» WHAT IS NEEDED: Please restate the entries verbatim. The copy should hold no pictures.

» INPUT RECORDS:
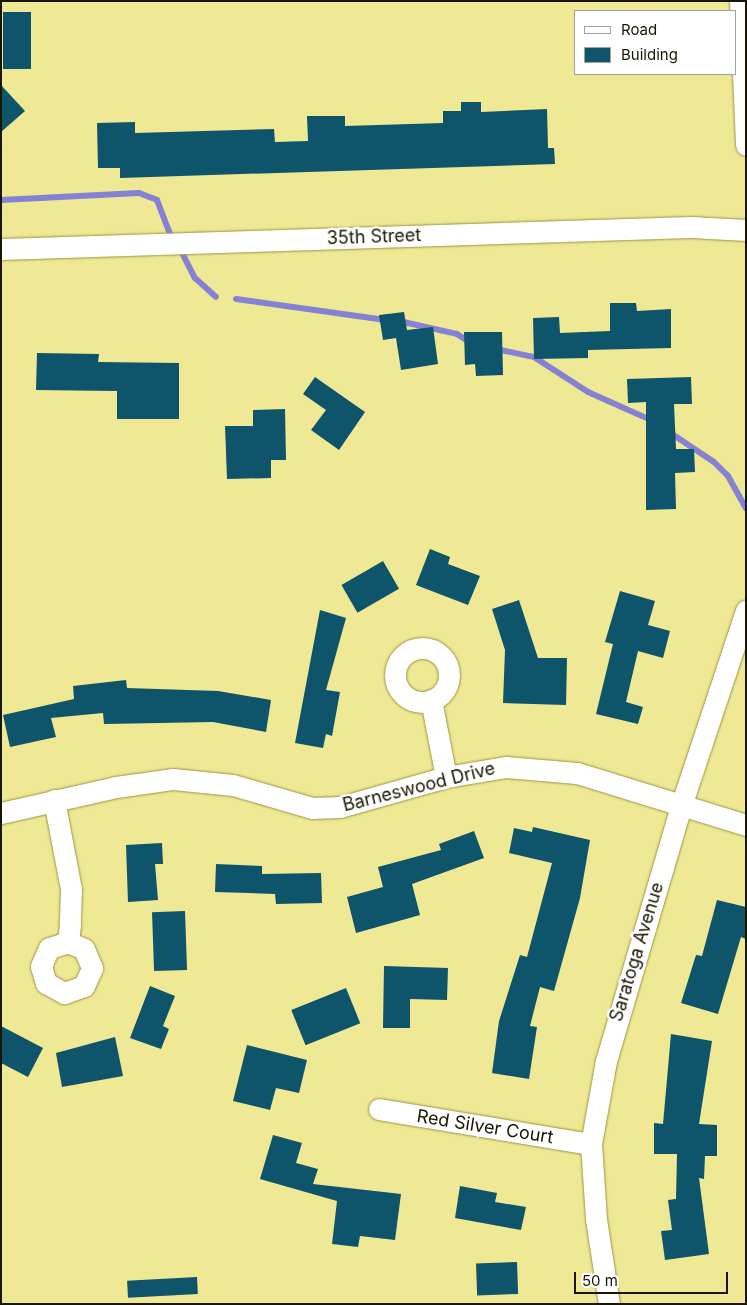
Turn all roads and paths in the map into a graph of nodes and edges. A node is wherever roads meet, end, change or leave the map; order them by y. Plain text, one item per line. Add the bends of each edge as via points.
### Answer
1 (740, 1) edge
2 (746, 145) edge
3 (746, 230) edge
4 (1, 249) edge
5 (746, 611) edge
6 (431, 700) dead end
7 (446, 777) junction
8 (54, 800) junction
9 (681, 806) junction
10 (1, 813) edge
11 (746, 825) edge
12 (68, 942) dead end
13 (379, 1109) dead end
14 (591, 1144) junction
15 (609, 1304) edge

1 - 2 street
3 - 4 street, 35th Street via 691,227
5 - 9 street, Saratoga Avenue
6 - 7 street
7 - 8 street, Barneswood Drive via 340,807 312,808 233,785 173,780
7 - 9 street, Barneswood Drive via 482,768 540,768 577,773
8 - 10 street, Barneswood Drive
8 - 12 street via 71,889
9 - 11 street, Barneswood Drive
9 - 14 street, Saratoga Avenue via 614,1030
13 - 14 street, Red Silver Court
14 - 15 street, Saratoga Avenue via 596,1219

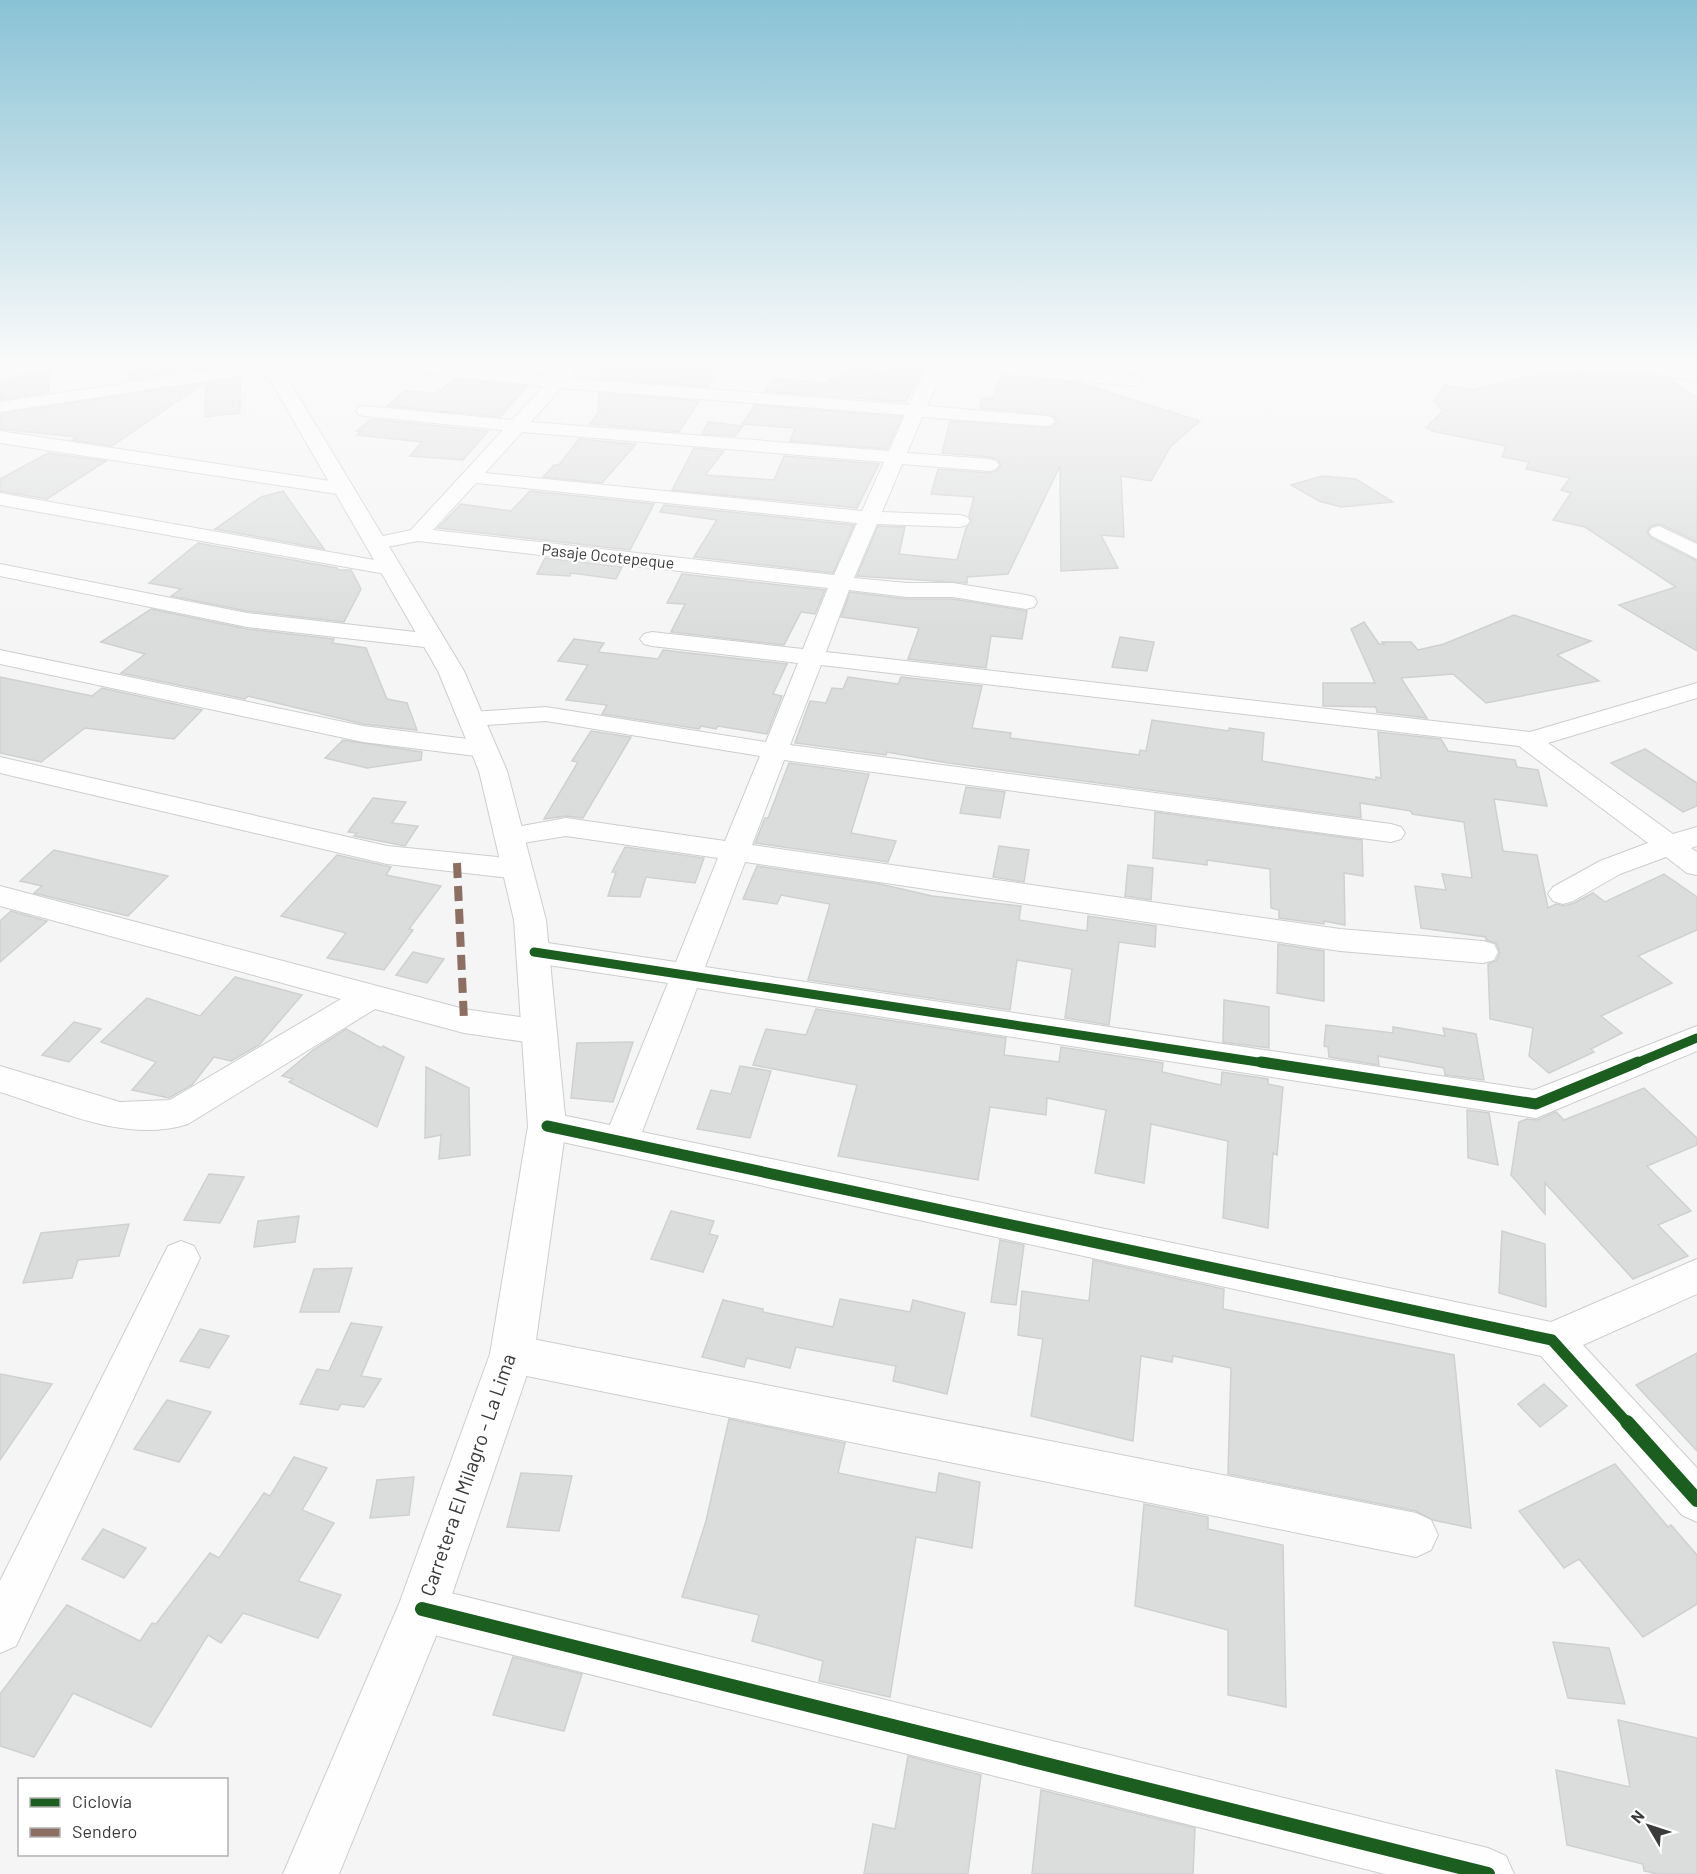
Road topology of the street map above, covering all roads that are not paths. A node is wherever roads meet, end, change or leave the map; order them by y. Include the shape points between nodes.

» ANSWER SPACE:
Turn all roads and paths in the map into a graph of nodes and edges. A node is wherever roads meet, end, change or leave the map; order them by y. Plain text, one item per line. Add the bends of each edge as via points.
### Answer
1 (740, 1) edge
2 (746, 145) edge
3 (746, 230) edge
4 (1, 249) edge
5 (746, 611) edge
6 (431, 700) dead end
7 (446, 777) junction
8 (54, 800) junction
9 (681, 806) junction
10 (1, 813) edge
11 (746, 825) edge
12 (68, 942) dead end
13 (379, 1109) dead end
14 (591, 1144) junction
15 (609, 1304) edge

1 - 2 street
3 - 4 street, 35th Street via 691,227
5 - 9 street, Saratoga Avenue
6 - 7 street
7 - 8 street, Barneswood Drive via 340,807 312,808 233,785 173,780
7 - 9 street, Barneswood Drive via 482,768 540,768 577,773
8 - 10 street, Barneswood Drive
8 - 12 street via 71,889
9 - 11 street, Barneswood Drive
9 - 14 street, Saratoga Avenue via 614,1030
13 - 14 street, Red Silver Court
14 - 15 street, Saratoga Avenue via 596,1219

Road topology of the street map above, covering all roads that are not paths. A node is wherever roads meet, end, change or leave the map; order them by y. Include the shape points between nodes.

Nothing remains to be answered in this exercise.